**Exercise goal:** Check each line of the data for "nodes" and select those that have it.

*** Dataset excerpts ***

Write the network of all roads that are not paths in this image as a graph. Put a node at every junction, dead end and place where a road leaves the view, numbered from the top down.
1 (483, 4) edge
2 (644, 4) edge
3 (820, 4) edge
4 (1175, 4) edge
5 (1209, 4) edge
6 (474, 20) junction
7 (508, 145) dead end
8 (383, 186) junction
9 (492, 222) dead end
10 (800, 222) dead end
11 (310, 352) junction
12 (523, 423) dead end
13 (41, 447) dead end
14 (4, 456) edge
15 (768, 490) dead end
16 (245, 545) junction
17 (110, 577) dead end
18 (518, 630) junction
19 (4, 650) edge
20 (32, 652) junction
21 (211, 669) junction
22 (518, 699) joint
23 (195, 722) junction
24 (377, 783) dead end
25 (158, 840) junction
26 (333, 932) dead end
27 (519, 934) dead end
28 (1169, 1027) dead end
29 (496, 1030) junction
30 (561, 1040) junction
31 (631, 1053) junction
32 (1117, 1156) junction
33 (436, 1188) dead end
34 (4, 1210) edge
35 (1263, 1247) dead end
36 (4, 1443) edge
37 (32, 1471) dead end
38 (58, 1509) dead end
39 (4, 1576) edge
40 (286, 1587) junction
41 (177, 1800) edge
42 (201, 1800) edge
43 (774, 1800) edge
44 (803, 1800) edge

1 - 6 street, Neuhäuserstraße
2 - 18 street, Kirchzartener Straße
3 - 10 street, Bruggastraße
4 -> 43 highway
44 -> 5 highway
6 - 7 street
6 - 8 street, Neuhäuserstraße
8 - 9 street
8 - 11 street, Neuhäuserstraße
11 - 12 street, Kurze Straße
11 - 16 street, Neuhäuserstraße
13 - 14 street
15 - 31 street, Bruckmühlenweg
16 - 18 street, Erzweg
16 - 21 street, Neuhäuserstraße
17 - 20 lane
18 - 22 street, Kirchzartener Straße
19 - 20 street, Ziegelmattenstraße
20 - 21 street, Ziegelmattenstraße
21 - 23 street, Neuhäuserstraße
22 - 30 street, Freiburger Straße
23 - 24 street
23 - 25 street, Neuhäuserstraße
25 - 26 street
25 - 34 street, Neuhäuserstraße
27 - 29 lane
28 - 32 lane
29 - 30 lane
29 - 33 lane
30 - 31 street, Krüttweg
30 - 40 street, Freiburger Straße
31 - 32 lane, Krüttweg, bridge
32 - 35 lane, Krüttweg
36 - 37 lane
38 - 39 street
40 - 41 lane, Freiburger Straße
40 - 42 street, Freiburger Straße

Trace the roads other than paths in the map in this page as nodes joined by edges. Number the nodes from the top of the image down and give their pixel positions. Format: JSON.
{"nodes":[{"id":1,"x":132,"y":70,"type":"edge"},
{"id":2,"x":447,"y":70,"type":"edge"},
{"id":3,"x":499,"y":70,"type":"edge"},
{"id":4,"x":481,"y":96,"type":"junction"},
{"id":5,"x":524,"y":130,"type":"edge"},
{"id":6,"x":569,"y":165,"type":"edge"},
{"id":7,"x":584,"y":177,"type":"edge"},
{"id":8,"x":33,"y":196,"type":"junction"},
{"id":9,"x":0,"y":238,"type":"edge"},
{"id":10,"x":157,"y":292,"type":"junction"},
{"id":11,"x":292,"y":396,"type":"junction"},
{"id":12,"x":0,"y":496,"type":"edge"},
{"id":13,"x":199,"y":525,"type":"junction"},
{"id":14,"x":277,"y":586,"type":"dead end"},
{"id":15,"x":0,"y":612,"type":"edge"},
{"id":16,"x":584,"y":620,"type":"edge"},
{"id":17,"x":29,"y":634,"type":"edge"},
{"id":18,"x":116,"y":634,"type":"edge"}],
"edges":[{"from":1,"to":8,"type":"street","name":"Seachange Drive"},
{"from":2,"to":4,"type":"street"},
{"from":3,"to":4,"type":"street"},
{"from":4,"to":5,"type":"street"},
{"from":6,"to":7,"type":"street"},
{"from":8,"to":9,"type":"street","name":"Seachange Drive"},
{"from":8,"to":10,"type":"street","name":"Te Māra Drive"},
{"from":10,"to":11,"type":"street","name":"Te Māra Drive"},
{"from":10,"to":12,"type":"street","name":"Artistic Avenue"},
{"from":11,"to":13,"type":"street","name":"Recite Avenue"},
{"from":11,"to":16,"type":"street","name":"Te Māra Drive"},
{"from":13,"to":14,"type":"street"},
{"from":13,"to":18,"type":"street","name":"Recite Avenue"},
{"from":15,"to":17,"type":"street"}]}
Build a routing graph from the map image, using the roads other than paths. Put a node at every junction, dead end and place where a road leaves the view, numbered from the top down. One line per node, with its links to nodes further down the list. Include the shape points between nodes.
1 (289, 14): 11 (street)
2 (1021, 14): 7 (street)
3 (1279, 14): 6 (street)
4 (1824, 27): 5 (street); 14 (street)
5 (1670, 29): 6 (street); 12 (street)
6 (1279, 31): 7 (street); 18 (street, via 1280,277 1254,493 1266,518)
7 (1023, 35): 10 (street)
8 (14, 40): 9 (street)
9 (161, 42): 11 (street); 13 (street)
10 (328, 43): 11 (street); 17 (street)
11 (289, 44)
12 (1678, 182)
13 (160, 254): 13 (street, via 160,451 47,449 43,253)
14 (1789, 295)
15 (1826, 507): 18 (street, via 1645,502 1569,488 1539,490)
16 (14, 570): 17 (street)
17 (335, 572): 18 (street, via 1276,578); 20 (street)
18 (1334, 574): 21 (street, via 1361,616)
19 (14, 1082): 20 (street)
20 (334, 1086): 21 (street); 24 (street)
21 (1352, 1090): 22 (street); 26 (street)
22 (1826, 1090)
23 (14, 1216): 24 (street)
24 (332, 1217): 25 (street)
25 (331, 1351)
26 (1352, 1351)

*** End of Dataset excerpts ***

**Exercise answer:**
Trace the roads other than paths in the map in this page as nodes joined by edges. Number the nodes from the top of the image down and give their pixel positions. Format: JSON.
{"nodes":[{"id":1,"x":132,"y":70,"type":"edge"},
Build a routing graph from the map image, using the roads other than paths. Put a node at every junction, dead end and place where a road leaves the view, numbered from the top down. One line per node, with its links to nodes further down the list. Include the shape points between nodes.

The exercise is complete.